A senatorial election was held on November 14, 1961 in the Philippines. The two candidates of the Progressive Party, guest candidates of the Liberal Party, topped the election, while the Liberals themselves won four seats cutting the Nacionalista Party's majority to 13 seats in the 24-seat Philippine Senate.

Retiring incumbents
All incumbents defended their seats in this election.

Mid-term vacancies
Claro M. Recto (Nacionalista), died on October 2, 1960

Incumbents running elsewhere 
These ran in the middle of their Senate terms. For those losing in their respective elections, they can still return to the Senate to serve out their term, while the winners will vacate their Senate seats, then it would have been contested in a special election concurrently with the next general election.

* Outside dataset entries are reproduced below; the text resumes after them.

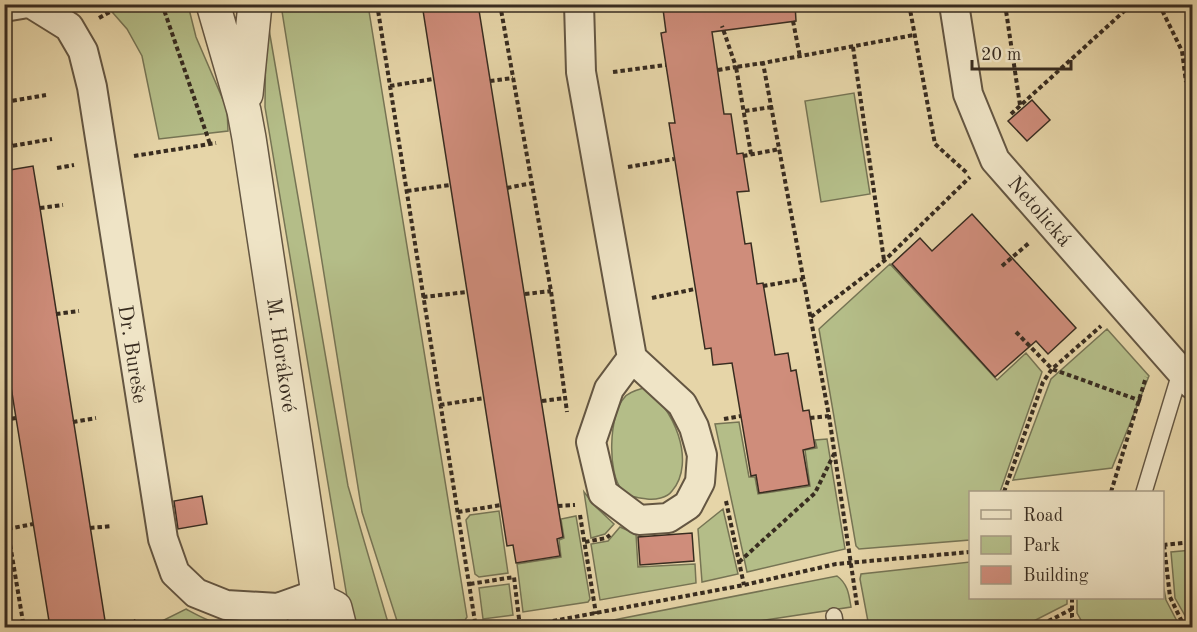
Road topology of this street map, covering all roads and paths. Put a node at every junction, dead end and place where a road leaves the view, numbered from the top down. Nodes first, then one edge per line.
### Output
1 (22, 4) edge
2 (32, 4) edge
3 (162, 4) edge
4 (213, 4) edge
5 (255, 4) edge
6 (377, 4) edge
7 (500, 4) edge
8 (579, 4) edge
9 (909, 4) edge
10 (954, 4) edge
11 (1016, 4) edge
12 (1132, 4) edge
13 (1159, 4) edge
14 (1005, 6) edge
15 (4, 7) edge
16 (794, 21) dead end
17 (722, 26) dead end
18 (914, 35) junction
19 (853, 47) junction
20 (800, 57) junction
21 (763, 63) junction
22 (666, 65) dead end
23 (736, 67) junction
24 (718, 70) dead end
25 (603, 74) dead end
26 (513, 78) junction
27 (433, 79) dead end
28 (490, 81) dead end
29 (1186, 82) dead end
30 (390, 86) junction
31 (46, 95) dead end
32 (5, 101) edge
33 (1020, 106) junction
34 (772, 107) junction
35 (745, 111) junction
36 (247, 124) junction
37 (7, 133) edge
38 (986, 137) junction
39 (52, 140) dead end
40 (210, 144) junction
41 (780, 149) junction
42 (751, 154) junction
43 (743, 156) dead end
44 (674, 159) dead end
45 (103, 160) junction
46 (57, 168) dead end
47 (619, 168) dead end
48 (970, 176) junction
49 (978, 182) dead end
50 (532, 183) junction
51 (450, 185) dead end
52 (507, 188) dead end
53 (407, 191) junction
54 (63, 205) dead end
55 (40, 208) dead end
56 (1034, 238) dead end
57 (884, 261) junction
58 (1002, 266) dead end
59 (803, 279) junction
60 (764, 286) dead end
61 (695, 290) dead end
62 (551, 291) junction
63 (467, 292) dead end
64 (525, 294) dead end
65 (423, 297) junction
66 (642, 300) dead end
67 (79, 311) dead end
68 (56, 314) dead end
69 (811, 317) junction
70 (1106, 321) dead end
71 (1016, 332) dead end
72 (632, 358) junction
73 (1052, 369) junction
74 (1188, 371) edge
75 (1147, 374) dead end
76 (484, 398) dead end
77 (565, 398) junction
78 (542, 401) dead end
79 (1140, 401) junction
80 (440, 405) junction
81 (829, 416) junction
82 (16, 418) dead end
83 (96, 418) dead end
84 (810, 418) dead end
85 (4, 420) edge
86 (74, 422) dead end
87 (568, 422) dead end
88 (835, 453) junction
89 (1004, 491) edge
90 (1111, 491) edge
91 (1144, 491) edge
92 (501, 505) dead end
93 (558, 506) dead end
94 (4, 508) edge
95 (458, 512) junction
96 (33, 524) dead end
97 (112, 526) dead end
98 (90, 528) dead end
99 (8, 529) junction
100 (1192, 543) edge
101 (1164, 545) edge
102 (969, 552) edge
103 (1164, 552) edge
104 (740, 562) dead end
105 (849, 563) junction
106 (470, 584) junction
107 (1072, 599) edge
108 (314, 607) edge
109 (1072, 609) junction
110 (596, 614) junction
111 (136, 620) dead end
112 (835, 622) edge
113 (24, 627) edge
114 (131, 627) edge
115 (340, 627) edge
116 (476, 627) edge
117 (518, 627) edge
118 (1035, 627) edge
119 (1077, 627) edge
120 (1185, 627) edge

1 - 15 street
2 - 45 street, Dr. Bureše
3 - 40 path
4 - 36 street, M. Horákové
5 - 36 street, M. Horákové
6 - 30 path
7 - 26 path
8 - 72 street
9 - 18 path
10 - 38 street, Netolická
11 - 14 path
12 - 33 path
13 - 29 path
14 - 33 path
16 - 20 path
17 - 23 path
18 - 19 path
18 - 48 path
19 - 20 path
19 - 57 path
20 - 21 path
21 - 23 path
21 - 34 path
22 - 25 path
23 - 24 path
23 - 35 path
26 - 28 path
26 - 50 path
27 - 30 path
30 - 53 path
31 - 32 path
32 - 37 path
33 - 38 path
34 - 35 path
34 - 41 path
35 - 42 path
36 - 40 path
36 - 108 street, M. Horákové
37 - 39 path
38 - 48 path
38 - 74 street, Netolická
40 - 45 path
41 - 42 path
41 - 59 path
42 - 43 path
44 - 47 path
45 - 46 path
45 - 108 street, Dr. Bureše
48 - 49 path
48 - 57 path
50 - 52 path
50 - 62 path
51 - 53 path
53 - 65 path
54 - 55 path
56 - 58 path
57 - 69 path
59 - 60 path
59 - 69 path
61 - 66 path
62 - 64 path
62 - 77 path
63 - 65 path
65 - 80 path
67 - 68 path
69 - 81 path
70 - 73 path
71 - 73 path
72 - 72 street
73 - 79 path
73 - 89 path
74 - 91 lane
75 - 79 path
76 - 80 path
77 - 78 path
77 - 87 path
79 - 90 path
80 - 95 path
81 - 84 path
81 - 88 path
82 - 85 path
83 - 86 path
88 - 104 path
88 - 105 path
92 - 95 path
93 - 110 path
94 - 99 path
95 - 106 path
96 - 99 path
97 - 98 path
99 - 113 path
100 - 101 path
102 - 105 path
103 - 120 path
105 - 110 path
105 - 112 path
106 - 116 path
106 - 117 path
107 - 109 path
108 - 115 street
109 - 118 path
109 - 119 path
110 - 117 path
111 - 114 path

 Gil Puyat (Nacionalista), ran for vice president and lost

Results
The Liberal Party won four seats contested in the election, while the Nacionalista Party and the Liberal Party won two each.

Lorenzo Sumulong was the sole Nacionalista to successfully defend his seat. Liberal Francisco Soc Rodrigo, who originally was a Nacionalista, was the other senator to defend his seat.

Two Liberals are neophyte senators: Gaudencio Antonino and Maria Kalaw Katigbak. Also entering the Senate for the first time are Progressives Manuel Manahan and Raul Manglapus. Camilo Osias, who last served in the Senate in 1953, won back a Senate seat as a Liberal.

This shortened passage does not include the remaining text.